In the world of Public Health (Self-Health), it has been recorded various methods to provide information on the nutritional value of a food product towards consument. Kind of well-known method is the Health Star Rating (HSR). HSR is one of the public health products for labeling system that able to reflect almost the overall nutritional status of a food product. This system has been implemented in Australia since 2014. HSR has an assessment range from ½ star to 5 stars as an indicator of nutritional status. The assumption used is the more stars the more healthy the product is to be consumed.

HSR is calculated using a special calculator which can assess nutritional content or risk on food. The calculator is called The Health Star Rating Calculator. This algorithm calculation was developed in consultation with Food Standards Australia New Zealand and nutrition and technical experts whose made the calculations accurate in presenting the consistency of nutritional information. However, the HSR system until now itself is still going through the development, improvement, and periodic evaluations of the Australian government. Moreover, one of the advantages of HSR is that it can easily, accurately, and quickly provide information about the nutritional value of a product without having to check the AKG details on the packaging. However, this method does not necessarily eliminate the AKG table in food product packaging. This method able to make the selection of food product be more efficient in time because consumers only comparing the quality of the product roughly by reading the total star on the packaging. Besides this method is also quite easy to understand by children to adults. So it can be applied to many processed food products, such as breakfast cereals, light snacks, canned food, dairy products, or confectionary that most children love. However, in practice, there are several types of products that are not purposely exposed to HSR, such as fresh packaging products (fruits and vegetables), alcoholic beverages, products formulated for young children and toddlers, spices and herbs, tea and coffee (non- Nutritive foods), food with a single composition such as flour, and any foods that do not require the Nutrition Information Panel.

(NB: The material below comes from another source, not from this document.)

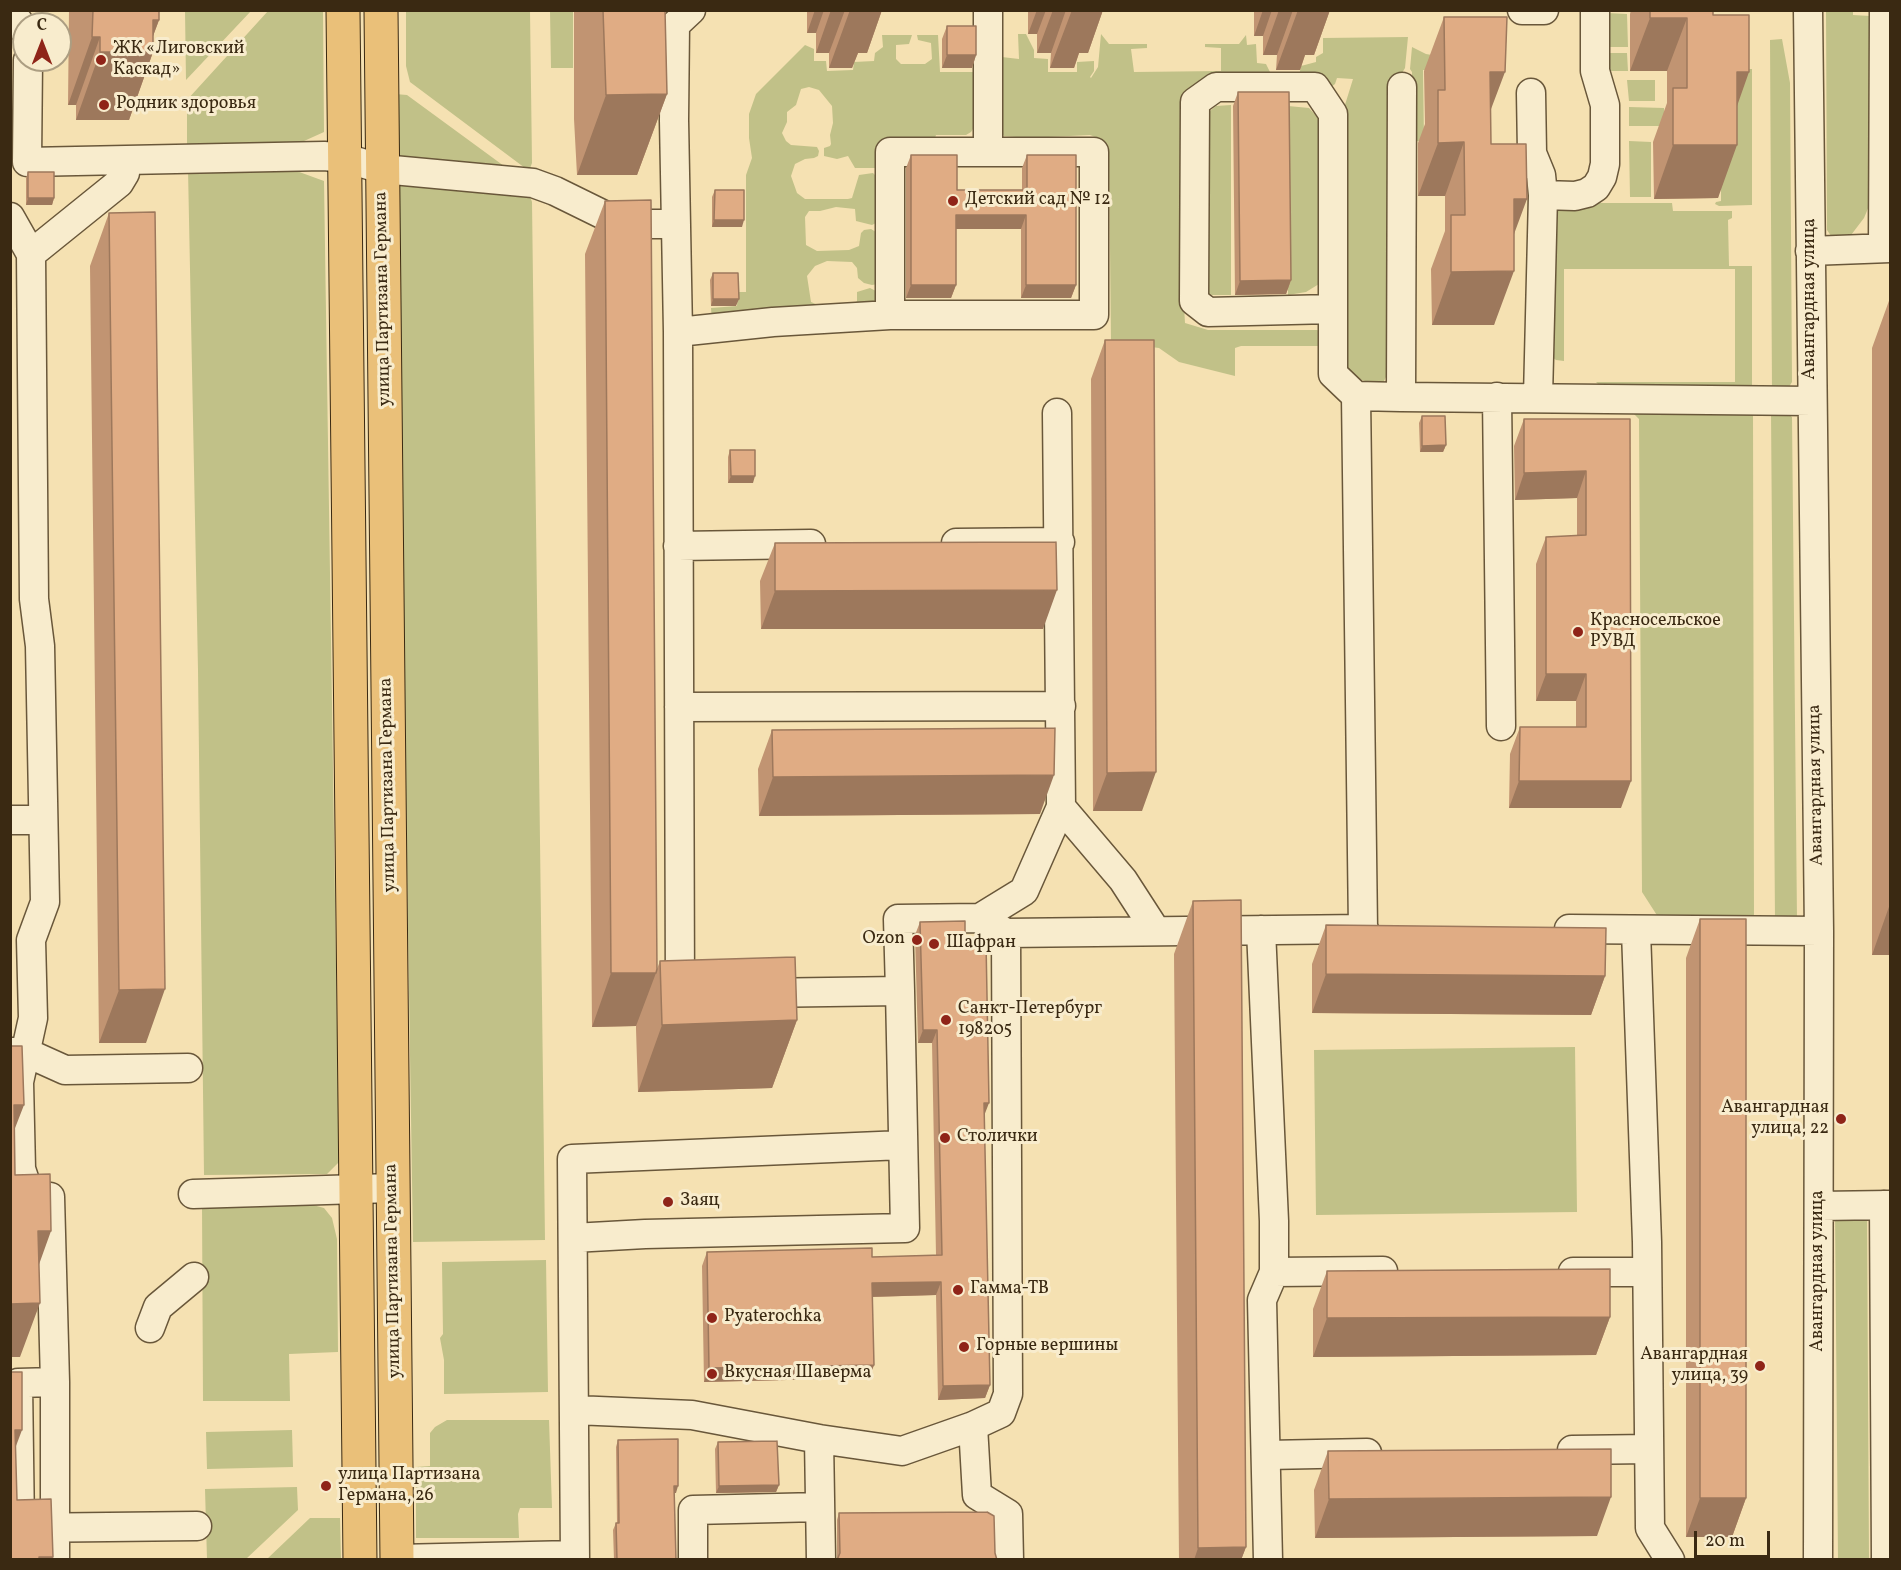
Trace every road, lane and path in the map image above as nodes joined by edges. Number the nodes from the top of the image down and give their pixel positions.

Components in HSR not only revolve around the number of stars, but there are other indicators of risky nutrients such as saturated fat, salt and sugar, each of those are calculated in a packaged serving (100g or 100ml), as well as calories / energy products (Kilojoules). Nutrition at risk (risk nutrients) is a substance that is closely related to the problem of obesity or chronic illness. Risk Nutrients are given with explanation of the level (low/high) composition of the product so that it can indirectly help the consumer (patient) in selecting the food. The content of HSR labels also contains positive nutritional components such as protein, dietary fiber, some vitamins or minerals that play a role in the balance of diet.

However, the Implementation of a new system such as HSR gives its own impression and challenge to Indonesian food policy. Nevertheless, system requires the hand of government to conduct an independent assessment related to all kinds of local and imported food products which of course will affect the investment policy of foreign food companies / industries. We are already know even HSR indirectly affects the motivation of consumers who will choose products with high HSR. Ttha is logic. However, further research on this system should be done, so that the purpose of HSR which is to decreasing number of people with NCD and DBM can be accomplished well.

As a new method in public health HSR system is expected to be a solution as a provider of nutritional information upon products as quickly, accurately, and easily. So that people can get a healthy and balanced daily food consumption. Thus, it is expected that HSR can decrease the rate of obesity (DBM) and prevent the prevalence of non communicable diseases in Indonesia. At the same time HSR can be a reference in the food industry is growing rapidly in Indonesia as a healthy and balanced food indicator.